Two crewmembers of the Dolphin helicopter, CGNR 6513, were decorated for their actions in this rescue: AST3 Aaron Bean with the Meritorious Service Medal and AMT3 Gregory Gibbons with the Distinguished Flying Cross. The Coast Guard searched unsuccessfully for the remaining crew until their efforts were called off on 10 December.

== Impact ==

The ship had been carrying a significant amount of fuel, so there were fears that Selendang Ayu could create the worst Alaskan oil spill since Exxon Valdez. One tank containing 40131 USgal of fuel ruptured when the ship broke apart. It is estimated that 424000 USgal of heavy bunker C fuel oil and 18000 USgal of diesel fuel were on board when she grounded.

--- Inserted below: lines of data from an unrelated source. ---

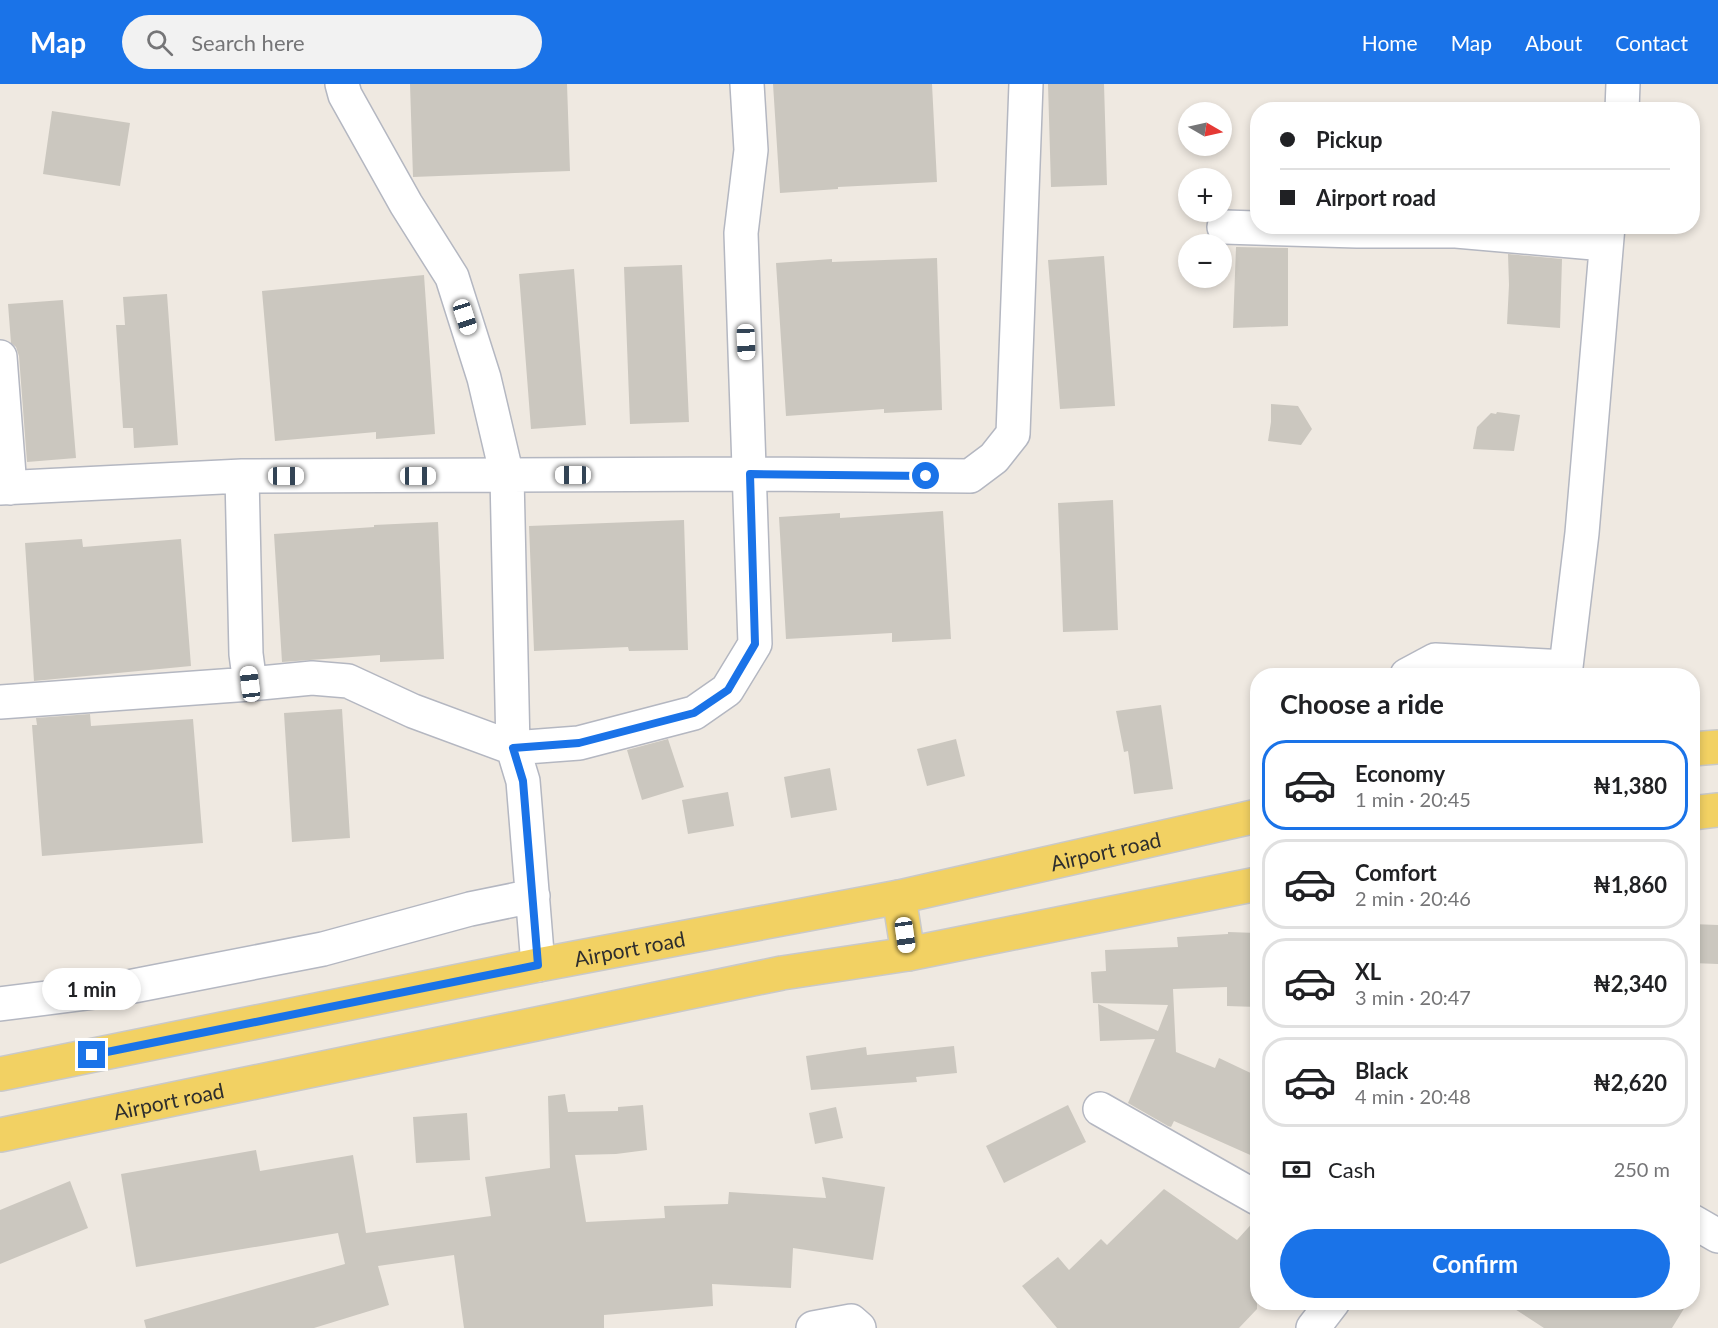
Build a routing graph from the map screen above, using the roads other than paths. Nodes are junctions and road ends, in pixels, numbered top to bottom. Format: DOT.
graph roads {
  1 [pos="342,84"];
  2 [pos="747,84"];
  3 [pos="1026,84"];
  4 [pos="1623,84"];
  5 [pos="1622,102"];
  6 [pos="1224,227"];
  7 [pos="1250,228"];
  8 [pos="1569,234"];
  9 [pos="1607,235"];
  10 [pos="0,357"];
  11 [pos="750,474"];
  12 [pos="242,476"];
  13 [pos="507,476"];
  14 [pos="5,488"];
  15 [pos="1421,668"];
  16 [pos="1530,668"];
  17 [pos="1565,668"];
  18 [pos="250,684"];
  19 [pos="0,702"];
  20 [pos="1718,747"];
  21 [pos="513,748"];
  22 [pos="1700,748"];
  23 [pos="1718,810"];
  24 [pos="1700,812"];
  25 [pos="1250,818"];
  26 [pos="1250,885"];
  27 [pos="532,896"];
  28 [pos="899,897"];
  29 [pos="908,954"];
  30 [pos="538,965"];
  31 [pos="0,1004"];
  32 [pos="0,1074"];
  33 [pos="1101,1109"];
  34 [pos="0,1135"];
  35 [pos="1250,1194"];
  36 [pos="1700,1226"];
  37 [pos="1718,1236"];
  38 [pos="813,1328"];
  39 [pos="859,1328"];
  1 -- 13 [label="street"];
  2 -- 11 [label="street"];
  3 -- 11 [label="street"];
  4 -- 5 [label="street"];
  6 -- 7 [label="street"];
  8 -- 9 [label="street"];
  9 -- 17 [label="street"];
  10 -- 14 [label="street"];
  11 -- 13 [label="street"];
  11 -- 21 [label="street"];
  12 -- 13 [label="street"];
  12 -- 14 [label="street"];
  12 -- 18 [label="street"];
  13 -- 21 [label="street"];
  15 -- 16 [label="street"];
  18 -- 19 [label="street"];
  18 -- 21 [label="street"];
  20 -- 22 [label="main road"];
  21 -- 27 [label="street"];
  23 -- 24 [label="main road"];
  25 -- 28 [label="main road, Airport road"];
  26 -- 29 [label="main road, Airport road"];
  27 -- 30 [label="street"];
  27 -- 31 [label="street"];
  28 -- 29 [label="main road"];
  28 -- 30 [label="main road, Airport road"];
  29 -- 34 [label="main road, Airport road"];
  30 -- 32 [label="main road, Airport road"];
  33 -- 35 [label="street"];
  36 -- 37 [label="street"];
  38 -- 39 [label="street"];
}
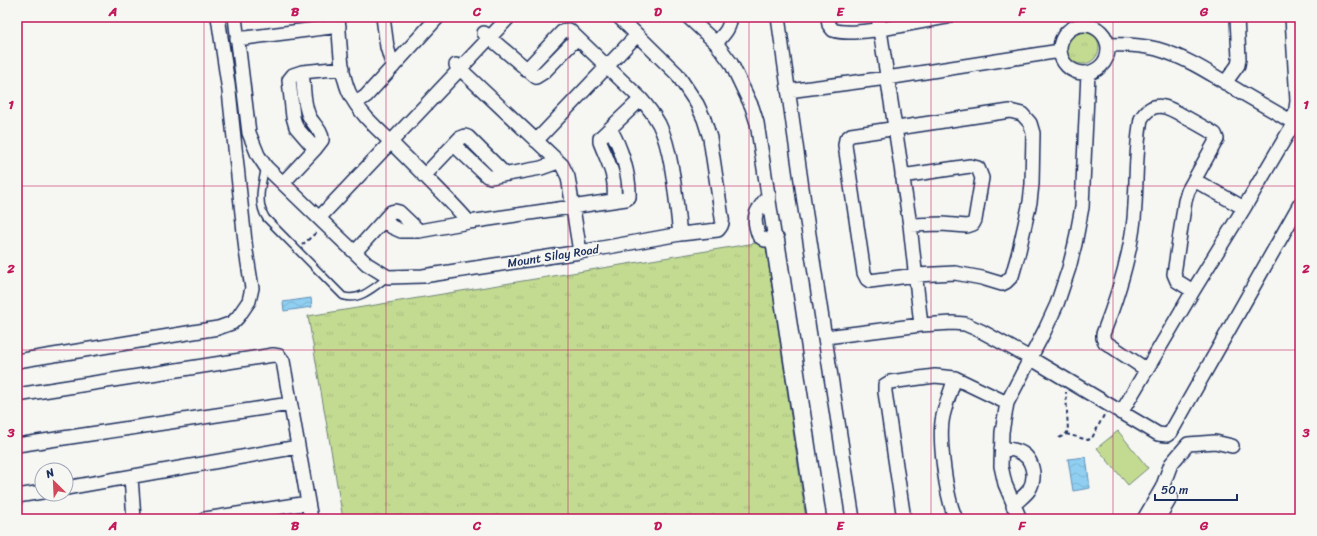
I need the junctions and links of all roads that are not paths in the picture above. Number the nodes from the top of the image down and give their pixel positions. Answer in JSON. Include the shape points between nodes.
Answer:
{"nodes":[{"id":1,"x":218,"y":17,"type":"edge"},
{"id":2,"x":235,"y":17,"type":"edge"},
{"id":3,"x":383,"y":17,"type":"edge"},
{"id":4,"x":499,"y":17,"type":"edge"},
{"id":5,"x":509,"y":17,"type":"edge"},
{"id":6,"x":619,"y":17,"type":"edge"},
{"id":7,"x":688,"y":17,"type":"edge"},
{"id":8,"x":730,"y":17,"type":"edge"},
{"id":9,"x":778,"y":17,"type":"edge"},
{"id":10,"x":828,"y":17,"type":"edge"},
{"id":11,"x":1237,"y":17,"type":"edge"},
{"id":12,"x":1292,"y":17,"type":"edge"},
{"id":13,"x":938,"y":18,"type":"edge"},
{"id":14,"x":432,"y":20,"type":"edge"},
{"id":15,"x":338,"y":21,"type":"edge"},
{"id":16,"x":1083,"y":21,"type":"edge"},
{"id":17,"x":879,"y":23,"type":"edge"},
{"id":18,"x":487,"y":35,"type":"junction"},
{"id":19,"x":638,"y":35,"type":"junction"},
{"id":20,"x":237,"y":38,"type":"junction"},
{"id":21,"x":716,"y":43,"type":"junction"},
{"id":22,"x":1108,"y":45,"type":"junction"},
{"id":23,"x":1060,"y":51,"type":"junction"},
{"id":24,"x":608,"y":66,"type":"junction"},
{"id":25,"x":393,"y":67,"type":"junction"},
{"id":26,"x":458,"y":67,"type":"junction"},
{"id":27,"x":343,"y":68,"type":"junction"},
{"id":28,"x":1088,"y":73,"type":"junction"},
{"id":29,"x":887,"y":78,"type":"junction"},
{"id":30,"x":1225,"y":83,"type":"junction"},
{"id":31,"x":788,"y":91,"type":"junction"},
{"id":32,"x":641,"y":99,"type":"junction"},
{"id":33,"x":356,"y":103,"type":"junction"},
{"id":34,"x":1297,"y":125,"type":"edge"},
{"id":35,"x":894,"y":128,"type":"junction"},
{"id":36,"x":389,"y":141,"type":"junction"},
{"id":37,"x":536,"y":141,"type":"junction"},
{"id":38,"x":558,"y":162,"type":"junction"},
{"id":39,"x":266,"y":167,"type":"junction"},
{"id":40,"x":424,"y":176,"type":"junction"},
{"id":41,"x":902,"y":176,"type":"junction"},
{"id":42,"x":1194,"y":180,"type":"junction"},
{"id":43,"x":283,"y":183,"type":"junction"},
{"id":44,"x":769,"y":195,"type":"junction"},
{"id":45,"x":1300,"y":204,"type":"edge"},
{"id":46,"x":572,"y":206,"type":"junction"},
{"id":47,"x":1244,"y":208,"type":"junction"},
{"id":48,"x":319,"y":219,"type":"junction"},
{"id":49,"x":469,"y":222,"type":"junction"},
{"id":50,"x":910,"y":225,"type":"junction"},
{"id":51,"x":680,"y":234,"type":"junction"},
{"id":52,"x":775,"y":240,"type":"junction"},
{"id":53,"x":355,"y":252,"type":"junction"},
{"id":54,"x":580,"y":252,"type":"junction"},
{"id":55,"x":916,"y":275,"type":"junction"},
{"id":56,"x":388,"y":277,"type":"junction"},
{"id":57,"x":1193,"y":291,"type":"junction"},
{"id":58,"x":921,"y":325,"type":"junction"},
{"id":59,"x":826,"y":337,"type":"junction"},
{"id":60,"x":1030,"y":358,"type":"junction"},
{"id":61,"x":17,"y":361,"type":"edge"},
{"id":62,"x":1147,"y":370,"type":"junction"},
{"id":63,"x":955,"y":378,"type":"junction"},
{"id":64,"x":17,"y":394,"type":"edge"},
{"id":65,"x":1007,"y":403,"type":"junction"},
{"id":66,"x":290,"y":404,"type":"junction"},
{"id":67,"x":1121,"y":413,"type":"junction"},
{"id":68,"x":17,"y":445,"type":"edge"},
{"id":69,"x":1232,"y":446,"type":"dead end"},
{"id":70,"x":298,"y":447,"type":"junction"},
{"id":71,"x":1001,"y":449,"type":"junction"},
{"id":72,"x":131,"y":477,"type":"junction"},
{"id":73,"x":74,"y":487,"type":"edge"},
{"id":74,"x":34,"y":493,"type":"edge"},
{"id":75,"x":17,"y":496,"type":"edge"},
{"id":76,"x":1171,"y":497,"type":"dead end"},
{"id":77,"x":308,"y":503,"type":"junction"},
{"id":78,"x":1013,"y":506,"type":"junction"},
{"id":79,"x":253,"y":515,"type":"edge"},
{"id":80,"x":134,"y":519,"type":"edge"},
{"id":81,"x":206,"y":519,"type":"edge"},
{"id":82,"x":311,"y":519,"type":"edge"},
{"id":83,"x":817,"y":519,"type":"edge"},
{"id":84,"x":853,"y":519,"type":"edge"},
{"id":85,"x":904,"y":519,"type":"edge"},
{"id":86,"x":956,"y":519,"type":"edge"},
{"id":87,"x":1020,"y":519,"type":"edge"},
{"id":88,"x":1144,"y":519,"type":"edge"},
{"id":89,"x":1158,"y":519,"type":"edge"}],
"edges":[{"from":1,"to":61,"type":"street","via":[[252,288],[249,301],[232,323],[218,328]]},
{"from":2,"to":20,"type":"street"},
{"from":3,"to":25,"type":"street","via":[[386,47]]},
{"from":4,"to":18,"type":"street"},
{"from":5,"to":18,"type":"street"},
{"from":6,"to":19,"type":"street"},
{"from":7,"to":21,"type":"street"},
{"from":8,"to":21,"type":"street","via":[[728,28]]},
{"from":9,"to":31,"type":"street"},
{"from":10,"to":17,"type":"street","via":[[833,30],[844,33]]},
{"from":11,"to":30,"type":"street","via":[[1238,65]]},
{"from":12,"to":34,"type":"street"},
{"from":13,"to":17,"type":"street"},
{"from":14,"to":25,"type":"street"},
{"from":15,"to":20,"type":"street"},
{"from":15,"to":27,"type":"street"},
{"from":16,"to":22,"type":"street","via":[[1100,30]]},
{"from":16,"to":23,"type":"street","via":[[1064,35]]},
{"from":17,"to":29,"type":"street"},
{"from":18,"to":24,"type":"street","via":[[534,77],[539,76],[577,38]]},
{"from":18,"to":26,"type":"street"},
{"from":19,"to":24,"type":"street"},
{"from":19,"to":51,"type":"street","name":"Mount Silay Road","via":[[680,78],[694,98],[710,138],[723,223],[718,230]]},
{"from":20,"to":39,"type":"street","via":[[249,133],[253,146]]},
{"from":21,"to":44,"type":"street","via":[[732,63],[752,107]]},
{"from":22,"to":28,"type":"street","via":[[1106,60]]},
{"from":22,"to":30,"type":"street","via":[[1133,44],[1156,49],[1187,61]]},
{"from":23,"to":28,"type":"street","via":[[1064,64],[1069,68]]},
{"from":23,"to":29,"type":"street"},
{"from":24,"to":32,"type":"street"},
{"from":24,"to":37,"type":"street"},
{"from":25,"to":33,"type":"street"},
{"from":26,"to":36,"type":"street"},
{"from":26,"to":37,"type":"street"},
{"from":27,"to":33,"type":"street","via":[[349,92]]},
{"from":27,"to":43,"type":"street","via":[[302,72],[293,75],[289,80],[296,127],[315,149]]},
{"from":28,"to":60,"type":"street","via":[[1082,207],[1075,244],[1057,304]]},
{"from":29,"to":31,"type":"street"},
{"from":29,"to":35,"type":"street"},
{"from":30,"to":34,"type":"street"},
{"from":31,"to":59,"type":"street"},
{"from":32,"to":46,"type":"street","via":[[600,138],[614,178],[614,200]]},
{"from":32,"to":51,"type":"street","via":[[652,111],[664,136]]},
{"from":33,"to":36,"type":"street","via":[[361,112]]},
{"from":34,"to":47,"type":"street"},
{"from":35,"to":41,"type":"street"},
{"from":35,"to":55,"type":"street","via":[[851,135],[846,139],[864,273],[870,280]]},
{"from":35,"to":55,"type":"street","via":[[1010,111],[1022,114],[1030,123],[1033,133],[1030,202],[1012,276],[1002,284],[955,273]]},
{"from":36,"to":40,"type":"street"},
{"from":36,"to":48,"type":"street"},
{"from":37,"to":38,"type":"street"},
{"from":38,"to":40,"type":"street","via":[[541,168],[505,174],[465,136],[460,138]]},
{"from":38,"to":46,"type":"street","via":[[568,177]]},
{"from":39,"to":43,"type":"street"},
{"from":39,"to":56,"type":"lane","via":[[260,200],[266,218],[343,296],[358,296]]},
{"from":40,"to":49,"type":"street"},
{"from":41,"to":50,"type":"street"},
{"from":41,"to":50,"type":"street","via":[[970,166],[978,168],[982,178],[975,220],[972,224]]},
{"from":42,"to":47,"type":"street"},
{"from":42,"to":57,"type":"street","via":[[1188,191],[1174,274],[1177,281]]},
{"from":42,"to":62,"type":"street","via":[[1215,144],[1215,134],[1173,109],[1156,106],[1150,108],[1141,119],[1134,220],[1123,270],[1103,338],[1105,342]]},
{"from":43,"to":48,"type":"street"},
{"from":44,"to":52,"type":"street"},
{"from":44,"to":52,"type":"street","via":[[754,217],[759,236],[765,240]]},
{"from":45,"to":67,"type":"street","via":[[1170,432],[1167,435],[1158,434]]},
{"from":46,"to":49,"type":"street"},
{"from":46,"to":54,"type":"street"},
{"from":47,"to":57,"type":"street"},
{"from":48,"to":53,"type":"street"},
{"from":49,"to":53,"type":"street","via":[[419,231],[397,211],[391,212]]},
{"from":50,"to":55,"type":"street"},
{"from":51,"to":54,"type":"street","name":"Mount Silay Road"},
{"from":52,"to":83,"type":"street"},
{"from":53,"to":56,"type":"street"},
{"from":54,"to":56,"type":"street","name":"Mount Silay Road","via":[[422,276]]},
{"from":55,"to":58,"type":"street"},
{"from":57,"to":62,"type":"street"},
{"from":58,"to":59,"type":"street"},
{"from":58,"to":60,"type":"street","via":[[965,324]]},
{"from":59,"to":84,"type":"street"},
{"from":60,"to":65,"type":"street"},
{"from":60,"to":67,"type":"street"},
{"from":62,"to":67,"type":"street"},
{"from":63,"to":65,"type":"street"},
{"from":63,"to":85,"type":"street","via":[[935,376],[890,382],[885,385]]},
{"from":63,"to":86,"type":"street","via":[[943,417],[941,437],[946,482]]},
{"from":64,"to":66,"type":"street","via":[[273,355],[279,356],[283,361]]},
{"from":65,"to":71,"type":"street"},
{"from":66,"to":68,"type":"street"},
{"from":66,"to":70,"type":"street"},
{"from":69,"to":88,"type":"street","via":[[1215,442],[1188,444],[1170,464],[1162,488]]},
{"from":70,"to":72,"type":"street"},
{"from":70,"to":77,"type":"street"},
{"from":71,"to":78,"type":"street","via":[[1001,466]]},
{"from":71,"to":78,"type":"street","via":[[1018,451],[1027,457],[1032,465],[1032,485]]},
{"from":72,"to":73,"type":"street"},
{"from":72,"to":80,"type":"street"},
{"from":74,"to":75,"type":"street"},
{"from":76,"to":89,"type":"street"},
{"from":77,"to":79,"type":"street"},
{"from":77,"to":82,"type":"street"},
{"from":78,"to":87,"type":"street"},
{"from":79,"to":81,"type":"street"}]}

Ultimately, 350000 USgal of bunker oil and diesel spilled, which is about 2.9% of the volume of crude oil spilled from Exxon Valdez. The crew had transferred the fuel to internal tanks when the ship foundered, and heaters were turned off so that the fuel would thicken in the cold waters. However, environmental officials estimate that up to 1.28 million liters of thick fuel oil (338000 USgal) leaked from the freighter.

The carcasses of over 1,600 birds and 6 sea otters were recovered from beaches along the western shore of Unalaska Island after the spill.